§ Description of the task
Each record that comes next should be output exactly; pictures do not belong in the copy.

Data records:

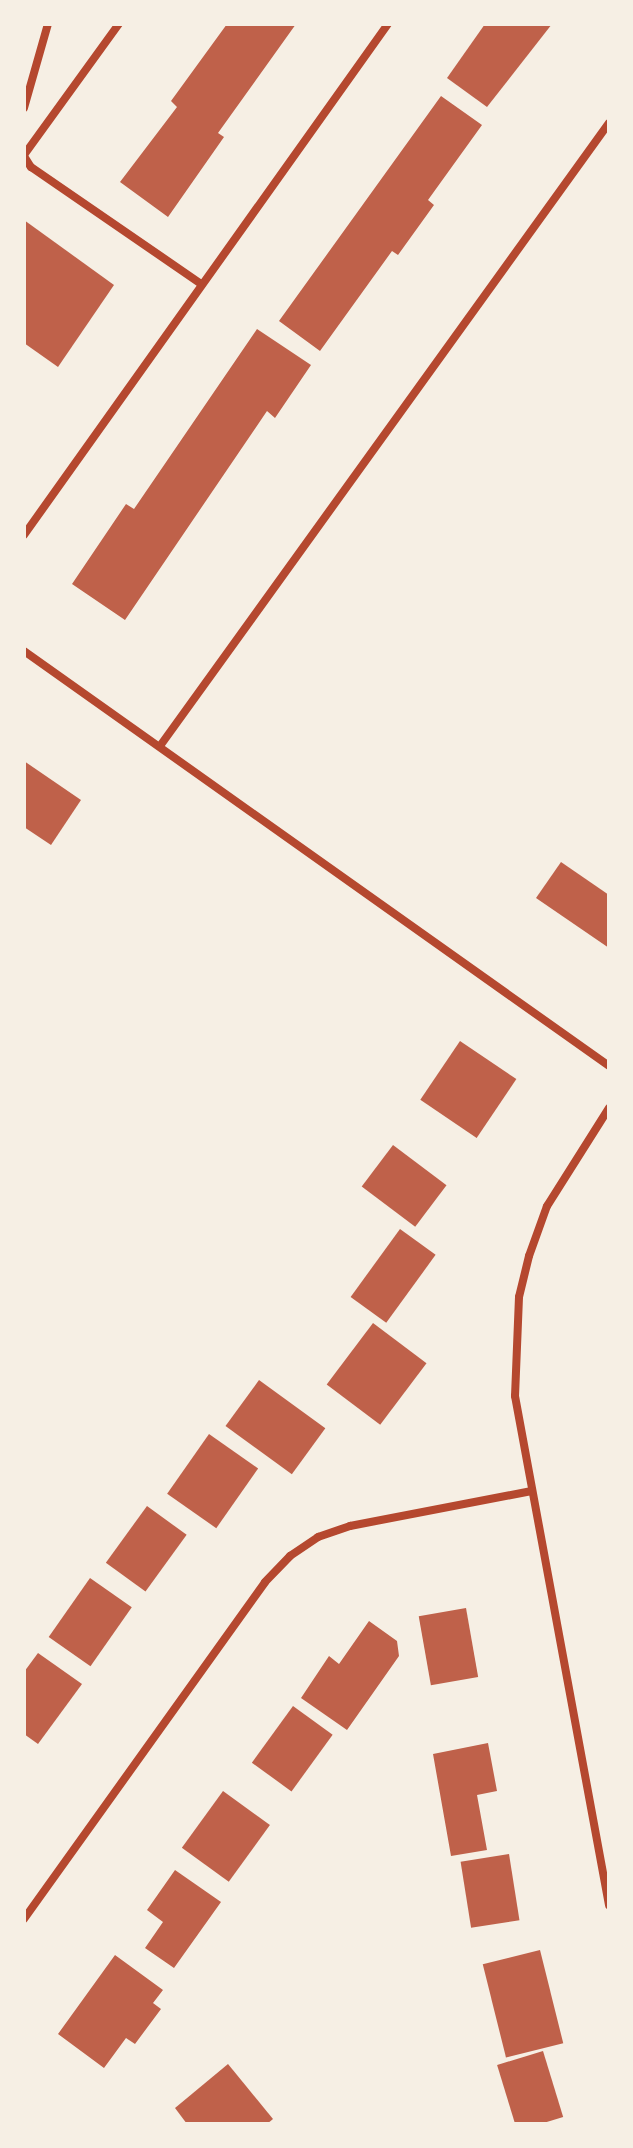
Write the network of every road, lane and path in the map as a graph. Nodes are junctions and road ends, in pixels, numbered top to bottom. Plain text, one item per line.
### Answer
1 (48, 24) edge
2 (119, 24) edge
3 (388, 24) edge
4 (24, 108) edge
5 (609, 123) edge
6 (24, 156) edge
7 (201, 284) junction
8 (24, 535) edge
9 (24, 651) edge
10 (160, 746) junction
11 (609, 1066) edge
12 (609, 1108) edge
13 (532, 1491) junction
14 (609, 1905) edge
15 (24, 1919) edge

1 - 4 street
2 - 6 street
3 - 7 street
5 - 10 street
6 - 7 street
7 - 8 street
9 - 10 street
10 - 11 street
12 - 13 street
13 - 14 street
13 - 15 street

§ Completed task
Write the network of every road, lane and path in the map as a graph. Nodes are junctions and road ends, in pixels, numbered top to bottom. Plain text, one item per line.
### Answer
1 (48, 24) edge
2 (119, 24) edge
3 (388, 24) edge
4 (24, 108) edge
5 (609, 123) edge
6 (24, 156) edge
7 (201, 284) junction
8 (24, 535) edge
9 (24, 651) edge
10 (160, 746) junction
11 (609, 1066) edge
12 (609, 1108) edge
13 (532, 1491) junction
14 (609, 1905) edge
15 (24, 1919) edge

1 - 4 street
2 - 6 street
3 - 7 street
5 - 10 street
6 - 7 street
7 - 8 street
9 - 10 street
10 - 11 street
12 - 13 street
13 - 14 street
13 - 15 street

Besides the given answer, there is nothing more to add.